(Items from a dataset)

++++++++++

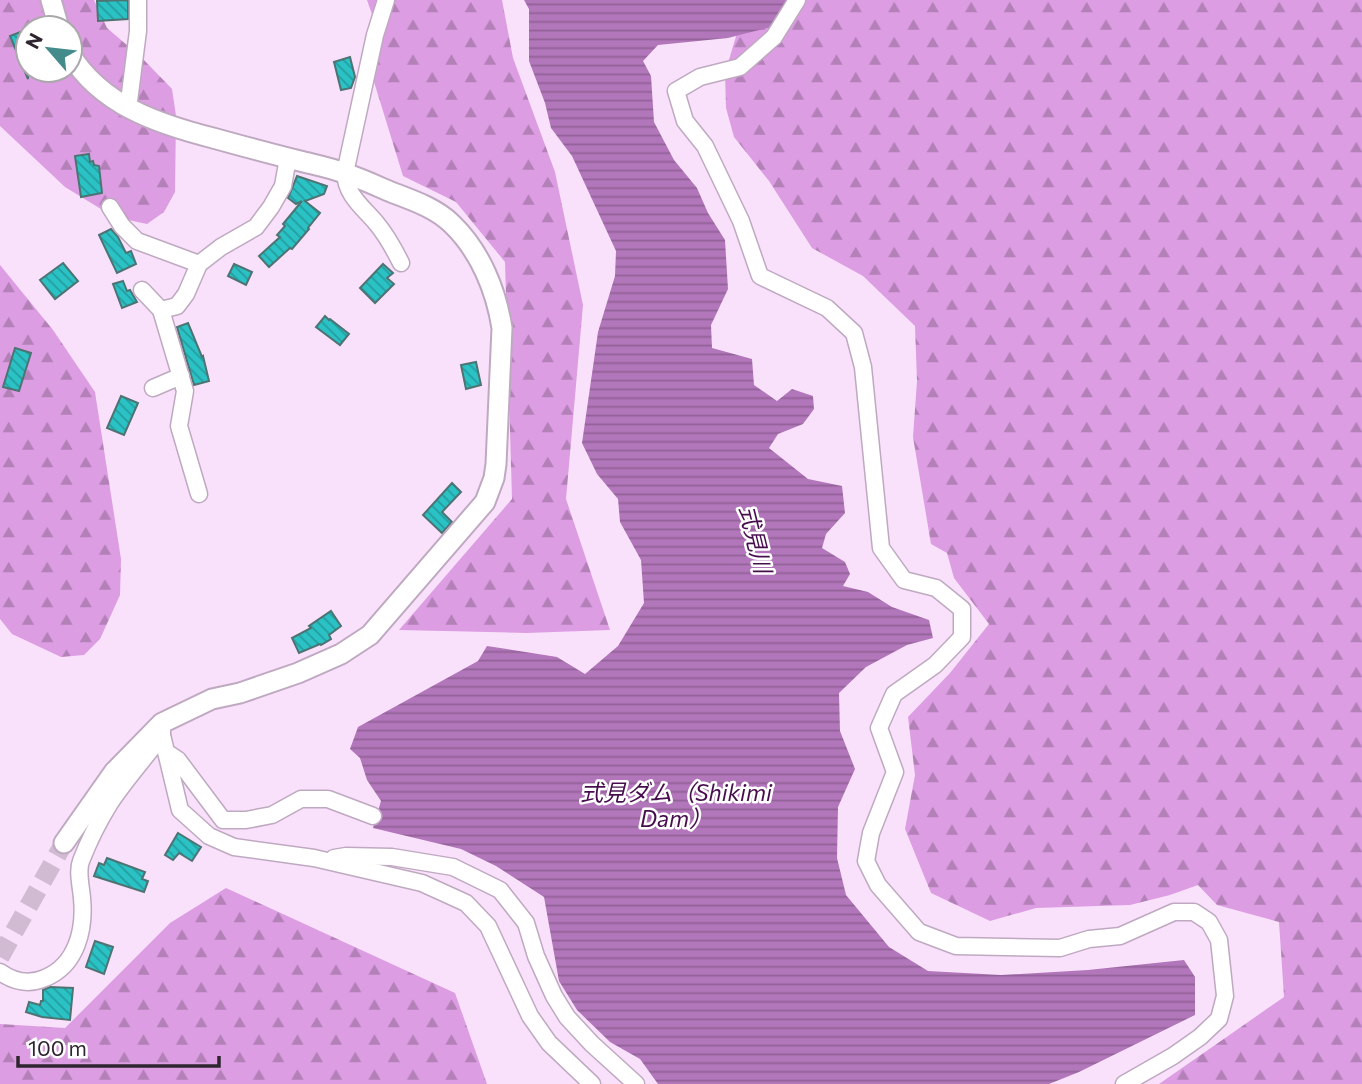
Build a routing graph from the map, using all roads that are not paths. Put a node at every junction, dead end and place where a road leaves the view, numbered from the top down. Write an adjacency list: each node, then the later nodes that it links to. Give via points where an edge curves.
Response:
1 (138, 0): 5 (street)
2 (386, 0): 7 (street)
3 (797, 0): 24 (street, via 774,37 740,67 700,77 676,91 685,121 705,146 741,221 760,276 827,308 855,333 863,367 881,548 904,580 936,588 962,609 962,637 894,694 879,728 895,772 871,832 866,861 878,885 919,932 956,946 1060,948 1120,936 1174,912 1194,912 1209,922 1221,954 1225,996 1219,1019 1182,1050)
4 (84, 73): 5 (street)
5 (128, 109): 6 (street, via 187,132)
6 (288, 158): 7 (street); 10 (street, via 283,186 256,227)
7 (345, 173): 9 (street, via 353,198 377,223); 16 (street, via 412,200 451,223 480,259 502,328 494,478 485,502 370,635 298,673 212,699)
8 (110, 207): 10 (street, via 137,241)
9 (401, 263)
10 (199, 264): 12 (street, via 177,306)
11 (142, 290): 12 (street)
12 (161, 310): 13 (street)
13 (181, 376): 14 (street); 15 (street, via 185,391 178,426)
14 (153, 388)
15 (199, 494)
16 (162, 729): 17 (street); 19 (street, via 114,772); 21 (street, via 110,804 80,864 84,916 70,959 57,972 28,983)
17 (166, 752): 18 (street, via 178,760 223,820 272,815 301,799 328,799); 20 (street, via 180,810 209,835 234,847)
18 (373, 816)
19 (64, 843)
20 (323, 860): 22 (street, via 422,883 466,903 488,926 530,1016 558,1052); 23 (street, via 392,857 453,867 500,890 526,923 536,956 567,1017)
21 (0, 972)
22 (592, 1084)
23 (636, 1084)
24 (1124, 1084)

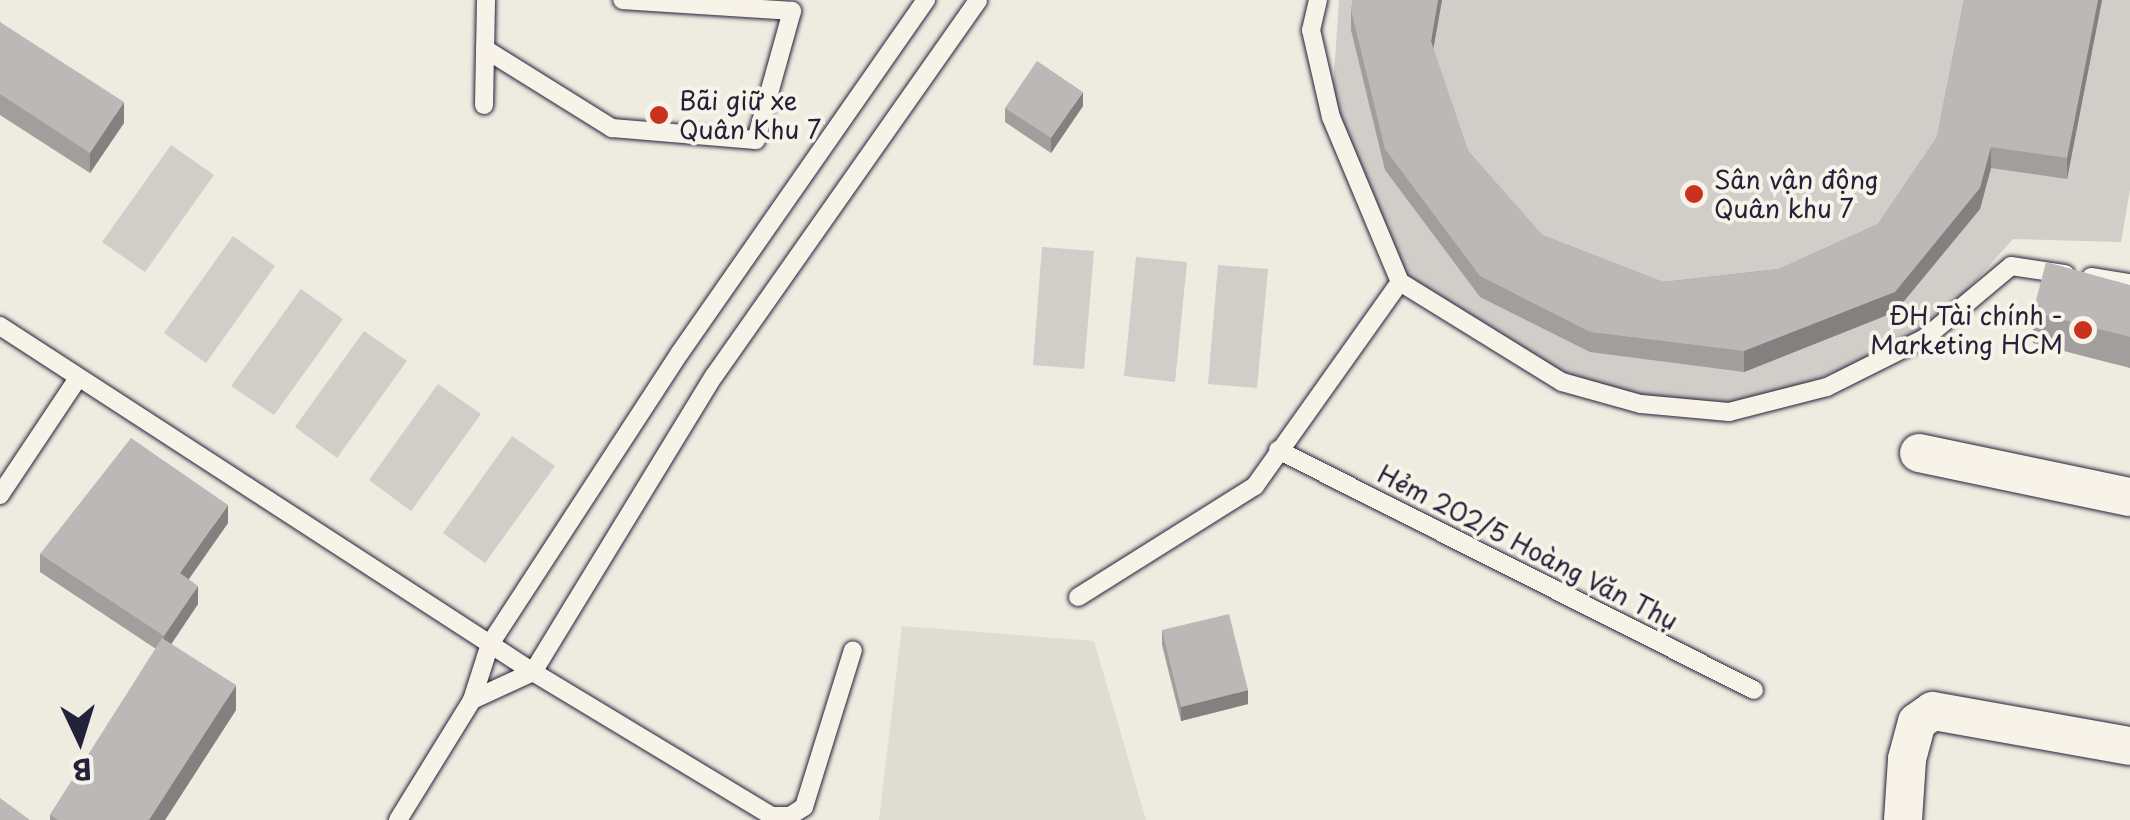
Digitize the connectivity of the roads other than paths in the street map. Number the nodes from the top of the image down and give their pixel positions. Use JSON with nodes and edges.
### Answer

++++++++++

Your task: The copy you produce must match the entries above exactly, except that it has no pictures.

Task answer:
Build a routing graph from the map, using all roads that are not paths. Put a node at every junction, dead end and place where a road leaves the view, numbered from the top down. Write an adjacency list: each node, then the later nodes that it links to. Give via points where an edge curves.
Response:
1 (138, 0): 5 (street)
2 (386, 0): 7 (street)
3 (797, 0): 24 (street, via 774,37 740,67 700,77 676,91 685,121 705,146 741,221 760,276 827,308 855,333 863,367 881,548 904,580 936,588 962,609 962,637 894,694 879,728 895,772 871,832 866,861 878,885 919,932 956,946 1060,948 1120,936 1174,912 1194,912 1209,922 1221,954 1225,996 1219,1019 1182,1050)
4 (84, 73): 5 (street)
5 (128, 109): 6 (street, via 187,132)
6 (288, 158): 7 (street); 10 (street, via 283,186 256,227)
7 (345, 173): 9 (street, via 353,198 377,223); 16 (street, via 412,200 451,223 480,259 502,328 494,478 485,502 370,635 298,673 212,699)
8 (110, 207): 10 (street, via 137,241)
9 (401, 263)
10 (199, 264): 12 (street, via 177,306)
11 (142, 290): 12 (street)
12 (161, 310): 13 (street)
13 (181, 376): 14 (street); 15 (street, via 185,391 178,426)
14 (153, 388)
15 (199, 494)
16 (162, 729): 17 (street); 19 (street, via 114,772); 21 (street, via 110,804 80,864 84,916 70,959 57,972 28,983)
17 (166, 752): 18 (street, via 178,760 223,820 272,815 301,799 328,799); 20 (street, via 180,810 209,835 234,847)
18 (373, 816)
19 (64, 843)
20 (323, 860): 22 (street, via 422,883 466,903 488,926 530,1016 558,1052); 23 (street, via 392,857 453,867 500,890 526,923 536,956 567,1017)
21 (0, 972)
22 (592, 1084)
23 (636, 1084)
24 (1124, 1084)

Digitize the connectivity of the roads other than paths in the street map. Number the nodes from the top of the image down and give their pixel positions. Use JSON with nodes and edges.
### Answer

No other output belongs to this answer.